- [Work to be completed] Every line with "الدائري" in it must be copied from the data.

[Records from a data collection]
== Segment start ==

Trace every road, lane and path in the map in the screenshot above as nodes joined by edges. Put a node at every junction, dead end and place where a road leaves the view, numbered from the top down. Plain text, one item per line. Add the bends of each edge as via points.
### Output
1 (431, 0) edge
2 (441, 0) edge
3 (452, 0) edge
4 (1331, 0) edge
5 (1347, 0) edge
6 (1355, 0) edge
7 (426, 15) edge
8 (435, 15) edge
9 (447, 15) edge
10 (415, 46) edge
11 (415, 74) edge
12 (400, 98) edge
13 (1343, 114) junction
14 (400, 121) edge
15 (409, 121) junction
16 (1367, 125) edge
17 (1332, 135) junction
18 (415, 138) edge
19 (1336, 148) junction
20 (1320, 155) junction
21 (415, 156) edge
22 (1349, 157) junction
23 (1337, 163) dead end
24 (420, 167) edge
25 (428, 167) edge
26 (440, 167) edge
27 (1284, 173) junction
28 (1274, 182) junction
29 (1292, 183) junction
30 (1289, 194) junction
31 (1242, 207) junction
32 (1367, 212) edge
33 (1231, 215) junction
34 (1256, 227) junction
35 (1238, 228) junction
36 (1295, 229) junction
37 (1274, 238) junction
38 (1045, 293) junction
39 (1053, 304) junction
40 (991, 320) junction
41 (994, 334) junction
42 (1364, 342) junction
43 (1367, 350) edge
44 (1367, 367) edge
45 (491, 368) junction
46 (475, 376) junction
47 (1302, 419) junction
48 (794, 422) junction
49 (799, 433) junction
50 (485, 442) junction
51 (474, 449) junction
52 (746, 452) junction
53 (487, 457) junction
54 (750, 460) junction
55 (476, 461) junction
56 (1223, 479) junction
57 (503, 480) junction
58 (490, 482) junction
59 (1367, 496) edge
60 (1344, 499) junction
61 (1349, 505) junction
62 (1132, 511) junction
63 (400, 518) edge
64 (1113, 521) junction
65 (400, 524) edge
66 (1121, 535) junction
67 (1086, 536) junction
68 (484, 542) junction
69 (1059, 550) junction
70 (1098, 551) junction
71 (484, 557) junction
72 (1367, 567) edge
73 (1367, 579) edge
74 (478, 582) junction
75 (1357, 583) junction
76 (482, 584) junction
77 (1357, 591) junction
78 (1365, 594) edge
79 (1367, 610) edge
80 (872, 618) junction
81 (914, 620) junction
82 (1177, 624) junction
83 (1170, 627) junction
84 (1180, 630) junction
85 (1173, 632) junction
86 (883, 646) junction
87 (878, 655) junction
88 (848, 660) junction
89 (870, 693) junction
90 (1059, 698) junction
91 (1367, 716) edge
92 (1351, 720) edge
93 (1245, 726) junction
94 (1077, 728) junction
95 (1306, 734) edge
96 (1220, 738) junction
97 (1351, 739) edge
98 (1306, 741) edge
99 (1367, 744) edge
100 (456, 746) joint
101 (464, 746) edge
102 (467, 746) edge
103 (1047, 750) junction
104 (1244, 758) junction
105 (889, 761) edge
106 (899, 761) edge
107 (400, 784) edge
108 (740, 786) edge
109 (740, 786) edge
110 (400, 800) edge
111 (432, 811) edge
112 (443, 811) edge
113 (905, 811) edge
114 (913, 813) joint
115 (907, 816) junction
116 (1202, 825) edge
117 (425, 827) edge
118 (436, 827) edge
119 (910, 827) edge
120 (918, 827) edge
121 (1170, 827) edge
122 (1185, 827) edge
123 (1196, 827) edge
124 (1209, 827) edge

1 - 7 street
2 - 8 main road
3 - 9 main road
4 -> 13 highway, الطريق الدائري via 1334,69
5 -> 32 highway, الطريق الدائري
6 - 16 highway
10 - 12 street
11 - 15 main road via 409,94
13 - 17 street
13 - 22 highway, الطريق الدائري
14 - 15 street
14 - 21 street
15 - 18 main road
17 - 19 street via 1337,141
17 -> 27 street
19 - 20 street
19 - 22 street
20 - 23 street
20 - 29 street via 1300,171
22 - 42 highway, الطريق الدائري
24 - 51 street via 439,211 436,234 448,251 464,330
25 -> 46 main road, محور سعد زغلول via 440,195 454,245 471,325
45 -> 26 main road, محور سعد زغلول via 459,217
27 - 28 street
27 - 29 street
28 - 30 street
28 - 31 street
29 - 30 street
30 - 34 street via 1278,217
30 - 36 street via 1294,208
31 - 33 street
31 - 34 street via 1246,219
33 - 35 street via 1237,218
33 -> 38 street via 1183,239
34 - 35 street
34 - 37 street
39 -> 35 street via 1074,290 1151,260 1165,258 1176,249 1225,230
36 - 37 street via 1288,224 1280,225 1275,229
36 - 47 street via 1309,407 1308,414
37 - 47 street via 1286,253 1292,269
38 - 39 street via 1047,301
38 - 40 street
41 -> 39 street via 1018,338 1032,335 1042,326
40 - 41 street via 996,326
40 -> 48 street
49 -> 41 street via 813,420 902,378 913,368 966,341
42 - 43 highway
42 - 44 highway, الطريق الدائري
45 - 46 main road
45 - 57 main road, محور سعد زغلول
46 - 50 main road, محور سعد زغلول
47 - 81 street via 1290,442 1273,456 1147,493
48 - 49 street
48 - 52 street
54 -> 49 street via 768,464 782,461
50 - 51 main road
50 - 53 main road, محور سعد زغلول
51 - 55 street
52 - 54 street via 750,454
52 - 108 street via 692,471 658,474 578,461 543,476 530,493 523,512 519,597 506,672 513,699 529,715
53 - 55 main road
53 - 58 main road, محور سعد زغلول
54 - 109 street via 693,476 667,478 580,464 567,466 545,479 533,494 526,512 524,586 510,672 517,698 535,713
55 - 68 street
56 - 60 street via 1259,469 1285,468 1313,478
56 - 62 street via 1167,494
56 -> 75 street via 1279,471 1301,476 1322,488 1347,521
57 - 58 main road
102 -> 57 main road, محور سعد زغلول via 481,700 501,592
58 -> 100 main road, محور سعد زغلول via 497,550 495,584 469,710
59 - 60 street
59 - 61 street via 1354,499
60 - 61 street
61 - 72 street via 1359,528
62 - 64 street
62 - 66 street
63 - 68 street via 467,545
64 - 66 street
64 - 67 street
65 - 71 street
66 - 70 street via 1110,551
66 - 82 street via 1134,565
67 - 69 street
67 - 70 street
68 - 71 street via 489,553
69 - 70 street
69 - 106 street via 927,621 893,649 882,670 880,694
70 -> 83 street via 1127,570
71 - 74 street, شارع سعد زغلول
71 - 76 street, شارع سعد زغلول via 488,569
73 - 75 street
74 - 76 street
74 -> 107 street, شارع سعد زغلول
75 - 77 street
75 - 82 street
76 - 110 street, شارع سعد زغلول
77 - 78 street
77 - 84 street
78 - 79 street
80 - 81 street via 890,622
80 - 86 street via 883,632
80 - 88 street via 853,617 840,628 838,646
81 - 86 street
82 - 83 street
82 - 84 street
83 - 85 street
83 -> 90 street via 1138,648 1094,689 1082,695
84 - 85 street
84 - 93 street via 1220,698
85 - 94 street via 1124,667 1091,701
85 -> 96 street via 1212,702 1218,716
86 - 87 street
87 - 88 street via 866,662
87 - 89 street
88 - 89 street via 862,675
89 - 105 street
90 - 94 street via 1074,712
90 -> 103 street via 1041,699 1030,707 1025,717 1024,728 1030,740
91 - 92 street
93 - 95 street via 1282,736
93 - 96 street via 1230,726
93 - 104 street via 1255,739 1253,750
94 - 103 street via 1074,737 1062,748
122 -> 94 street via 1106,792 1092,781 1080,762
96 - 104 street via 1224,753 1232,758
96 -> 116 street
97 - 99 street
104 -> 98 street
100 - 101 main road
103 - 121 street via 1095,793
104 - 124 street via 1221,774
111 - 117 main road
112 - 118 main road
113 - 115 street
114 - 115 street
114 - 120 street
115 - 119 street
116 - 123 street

== Segment end ==

- [Answer to this problem]
4 -> 13 highway, الطريق الدائري via 1334,69
5 -> 32 highway, الطريق الدائري
13 - 22 highway, الطريق الدائري
22 - 42 highway, الطريق الدائري
42 - 44 highway, الطريق الدائري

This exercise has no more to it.